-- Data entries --
*** Block opens ***

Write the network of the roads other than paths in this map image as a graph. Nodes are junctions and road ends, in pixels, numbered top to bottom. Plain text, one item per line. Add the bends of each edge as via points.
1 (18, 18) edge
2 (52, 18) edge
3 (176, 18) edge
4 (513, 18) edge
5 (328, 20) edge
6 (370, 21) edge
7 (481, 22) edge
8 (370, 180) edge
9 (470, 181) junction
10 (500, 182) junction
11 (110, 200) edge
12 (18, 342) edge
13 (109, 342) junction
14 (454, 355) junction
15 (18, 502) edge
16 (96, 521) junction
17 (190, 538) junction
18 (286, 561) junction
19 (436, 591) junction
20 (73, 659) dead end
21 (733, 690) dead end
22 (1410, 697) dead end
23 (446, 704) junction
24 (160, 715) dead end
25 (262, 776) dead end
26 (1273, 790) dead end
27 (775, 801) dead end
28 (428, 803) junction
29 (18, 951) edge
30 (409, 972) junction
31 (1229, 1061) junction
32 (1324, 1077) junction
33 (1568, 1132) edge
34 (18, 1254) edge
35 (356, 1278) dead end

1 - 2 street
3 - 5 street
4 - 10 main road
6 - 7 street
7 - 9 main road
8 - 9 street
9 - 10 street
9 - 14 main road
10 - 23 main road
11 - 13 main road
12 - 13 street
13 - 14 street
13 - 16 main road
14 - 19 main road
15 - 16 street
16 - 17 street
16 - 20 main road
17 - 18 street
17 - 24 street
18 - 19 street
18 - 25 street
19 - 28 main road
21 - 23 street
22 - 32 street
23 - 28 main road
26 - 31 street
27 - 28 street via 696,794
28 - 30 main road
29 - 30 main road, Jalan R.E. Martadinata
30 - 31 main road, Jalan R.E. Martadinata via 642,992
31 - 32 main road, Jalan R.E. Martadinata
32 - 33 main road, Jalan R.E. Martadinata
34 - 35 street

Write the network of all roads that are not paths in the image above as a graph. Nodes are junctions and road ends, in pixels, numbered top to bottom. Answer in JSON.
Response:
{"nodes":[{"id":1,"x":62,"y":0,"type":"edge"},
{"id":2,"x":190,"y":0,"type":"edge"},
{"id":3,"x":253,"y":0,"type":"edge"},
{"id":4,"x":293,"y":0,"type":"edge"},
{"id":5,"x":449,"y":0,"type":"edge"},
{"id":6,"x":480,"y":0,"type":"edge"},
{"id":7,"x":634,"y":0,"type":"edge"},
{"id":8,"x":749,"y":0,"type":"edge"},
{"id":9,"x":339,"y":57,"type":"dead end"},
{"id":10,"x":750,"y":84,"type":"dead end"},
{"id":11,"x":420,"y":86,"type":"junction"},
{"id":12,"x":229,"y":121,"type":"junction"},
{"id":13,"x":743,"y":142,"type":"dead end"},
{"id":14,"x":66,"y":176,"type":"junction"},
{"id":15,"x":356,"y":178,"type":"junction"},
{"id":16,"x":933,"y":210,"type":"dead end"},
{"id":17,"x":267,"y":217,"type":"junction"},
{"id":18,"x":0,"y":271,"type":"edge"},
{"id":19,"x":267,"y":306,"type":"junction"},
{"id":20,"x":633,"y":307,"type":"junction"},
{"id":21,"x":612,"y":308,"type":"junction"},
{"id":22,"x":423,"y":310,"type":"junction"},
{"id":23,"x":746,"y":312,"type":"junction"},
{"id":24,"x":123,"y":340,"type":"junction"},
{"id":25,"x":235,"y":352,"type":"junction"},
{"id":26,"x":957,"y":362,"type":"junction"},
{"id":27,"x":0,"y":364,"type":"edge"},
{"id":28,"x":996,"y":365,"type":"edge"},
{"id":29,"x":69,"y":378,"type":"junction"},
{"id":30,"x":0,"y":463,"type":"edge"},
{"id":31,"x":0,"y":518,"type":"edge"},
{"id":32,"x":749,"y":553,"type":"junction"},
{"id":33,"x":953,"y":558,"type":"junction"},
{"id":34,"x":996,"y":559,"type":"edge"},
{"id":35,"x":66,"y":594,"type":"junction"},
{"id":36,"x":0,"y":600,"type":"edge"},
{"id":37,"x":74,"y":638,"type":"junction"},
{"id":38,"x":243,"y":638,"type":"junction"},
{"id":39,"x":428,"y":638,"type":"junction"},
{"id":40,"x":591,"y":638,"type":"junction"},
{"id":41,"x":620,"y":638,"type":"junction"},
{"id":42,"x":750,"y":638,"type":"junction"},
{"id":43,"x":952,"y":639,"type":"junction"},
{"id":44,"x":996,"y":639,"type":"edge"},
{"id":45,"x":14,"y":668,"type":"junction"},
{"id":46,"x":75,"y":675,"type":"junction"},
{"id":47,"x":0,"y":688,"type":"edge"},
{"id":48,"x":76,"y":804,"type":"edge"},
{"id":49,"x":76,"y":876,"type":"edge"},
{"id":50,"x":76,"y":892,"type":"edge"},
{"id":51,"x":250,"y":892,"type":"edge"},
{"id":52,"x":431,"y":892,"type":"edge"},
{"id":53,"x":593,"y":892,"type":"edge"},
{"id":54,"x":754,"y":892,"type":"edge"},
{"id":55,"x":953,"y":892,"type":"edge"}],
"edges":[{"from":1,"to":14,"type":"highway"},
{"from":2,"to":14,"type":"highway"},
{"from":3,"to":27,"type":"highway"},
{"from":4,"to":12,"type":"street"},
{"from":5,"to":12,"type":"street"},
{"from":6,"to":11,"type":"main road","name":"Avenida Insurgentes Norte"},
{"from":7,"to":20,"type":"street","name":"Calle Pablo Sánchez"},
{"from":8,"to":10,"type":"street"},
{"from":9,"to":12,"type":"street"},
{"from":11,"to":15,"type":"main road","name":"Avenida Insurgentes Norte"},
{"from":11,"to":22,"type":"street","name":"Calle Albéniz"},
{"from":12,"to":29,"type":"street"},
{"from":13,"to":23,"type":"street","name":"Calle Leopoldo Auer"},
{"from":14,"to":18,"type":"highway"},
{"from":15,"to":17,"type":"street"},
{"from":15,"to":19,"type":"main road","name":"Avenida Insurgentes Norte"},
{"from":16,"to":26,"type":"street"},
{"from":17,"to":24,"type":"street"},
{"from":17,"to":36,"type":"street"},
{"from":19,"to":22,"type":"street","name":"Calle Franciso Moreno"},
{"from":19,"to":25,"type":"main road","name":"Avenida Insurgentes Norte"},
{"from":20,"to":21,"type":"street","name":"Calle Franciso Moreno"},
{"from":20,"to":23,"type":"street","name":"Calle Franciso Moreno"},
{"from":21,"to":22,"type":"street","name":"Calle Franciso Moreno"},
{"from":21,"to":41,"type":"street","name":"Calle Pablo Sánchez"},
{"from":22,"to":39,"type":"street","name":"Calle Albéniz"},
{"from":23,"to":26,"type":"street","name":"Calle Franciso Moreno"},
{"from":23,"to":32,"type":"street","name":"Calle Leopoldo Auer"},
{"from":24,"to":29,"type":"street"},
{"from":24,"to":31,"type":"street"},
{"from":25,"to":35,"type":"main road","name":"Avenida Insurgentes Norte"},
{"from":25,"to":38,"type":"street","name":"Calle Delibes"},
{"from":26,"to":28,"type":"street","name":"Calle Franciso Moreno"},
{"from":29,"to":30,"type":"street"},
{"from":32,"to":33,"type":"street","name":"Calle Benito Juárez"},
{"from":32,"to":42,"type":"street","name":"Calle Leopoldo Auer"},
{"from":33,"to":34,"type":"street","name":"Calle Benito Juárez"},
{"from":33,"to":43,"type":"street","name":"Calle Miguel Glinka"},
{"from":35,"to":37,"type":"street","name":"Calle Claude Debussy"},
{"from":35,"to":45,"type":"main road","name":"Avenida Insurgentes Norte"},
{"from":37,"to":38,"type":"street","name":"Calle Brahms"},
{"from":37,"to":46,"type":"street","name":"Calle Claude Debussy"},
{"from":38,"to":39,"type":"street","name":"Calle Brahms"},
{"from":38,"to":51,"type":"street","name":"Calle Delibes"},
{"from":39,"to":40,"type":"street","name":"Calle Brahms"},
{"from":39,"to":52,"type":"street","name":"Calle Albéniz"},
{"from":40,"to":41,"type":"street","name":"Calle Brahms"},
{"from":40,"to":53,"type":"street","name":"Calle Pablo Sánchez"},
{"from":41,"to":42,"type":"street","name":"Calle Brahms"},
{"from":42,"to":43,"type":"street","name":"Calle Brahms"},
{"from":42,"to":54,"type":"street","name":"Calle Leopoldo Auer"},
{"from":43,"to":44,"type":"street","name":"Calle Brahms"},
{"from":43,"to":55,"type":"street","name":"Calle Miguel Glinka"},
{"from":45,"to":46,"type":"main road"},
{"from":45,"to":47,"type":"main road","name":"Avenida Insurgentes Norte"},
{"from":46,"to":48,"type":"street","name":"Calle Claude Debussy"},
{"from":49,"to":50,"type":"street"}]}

*** Block closes ***

-- Instructions to follow --
From the first line of the records above to the line that contains "Write the network of all", quote each line exactly.

-- Solved exercise --
Write the network of the roads other than paths in this map image as a graph. Nodes are junctions and road ends, in pixels, numbered top to bottom. Plain text, one item per line. Add the bends of each edge as via points.
1 (18, 18) edge
2 (52, 18) edge
3 (176, 18) edge
4 (513, 18) edge
5 (328, 20) edge
6 (370, 21) edge
7 (481, 22) edge
8 (370, 180) edge
9 (470, 181) junction
10 (500, 182) junction
11 (110, 200) edge
12 (18, 342) edge
13 (109, 342) junction
14 (454, 355) junction
15 (18, 502) edge
16 (96, 521) junction
17 (190, 538) junction
18 (286, 561) junction
19 (436, 591) junction
20 (73, 659) dead end
21 (733, 690) dead end
22 (1410, 697) dead end
23 (446, 704) junction
24 (160, 715) dead end
25 (262, 776) dead end
26 (1273, 790) dead end
27 (775, 801) dead end
28 (428, 803) junction
29 (18, 951) edge
30 (409, 972) junction
31 (1229, 1061) junction
32 (1324, 1077) junction
33 (1568, 1132) edge
34 (18, 1254) edge
35 (356, 1278) dead end

1 - 2 street
3 - 5 street
4 - 10 main road
6 - 7 street
7 - 9 main road
8 - 9 street
9 - 10 street
9 - 14 main road
10 - 23 main road
11 - 13 main road
12 - 13 street
13 - 14 street
13 - 16 main road
14 - 19 main road
15 - 16 street
16 - 17 street
16 - 20 main road
17 - 18 street
17 - 24 street
18 - 19 street
18 - 25 street
19 - 28 main road
21 - 23 street
22 - 32 street
23 - 28 main road
26 - 31 street
27 - 28 street via 696,794
28 - 30 main road
29 - 30 main road, Jalan R.E. Martadinata
30 - 31 main road, Jalan R.E. Martadinata via 642,992
31 - 32 main road, Jalan R.E. Martadinata
32 - 33 main road, Jalan R.E. Martadinata
34 - 35 street

Write the network of all roads that are not paths in the image above as a graph. Nodes are junctions and road ends, in pixels, numbered top to bottom. Answer in JSON.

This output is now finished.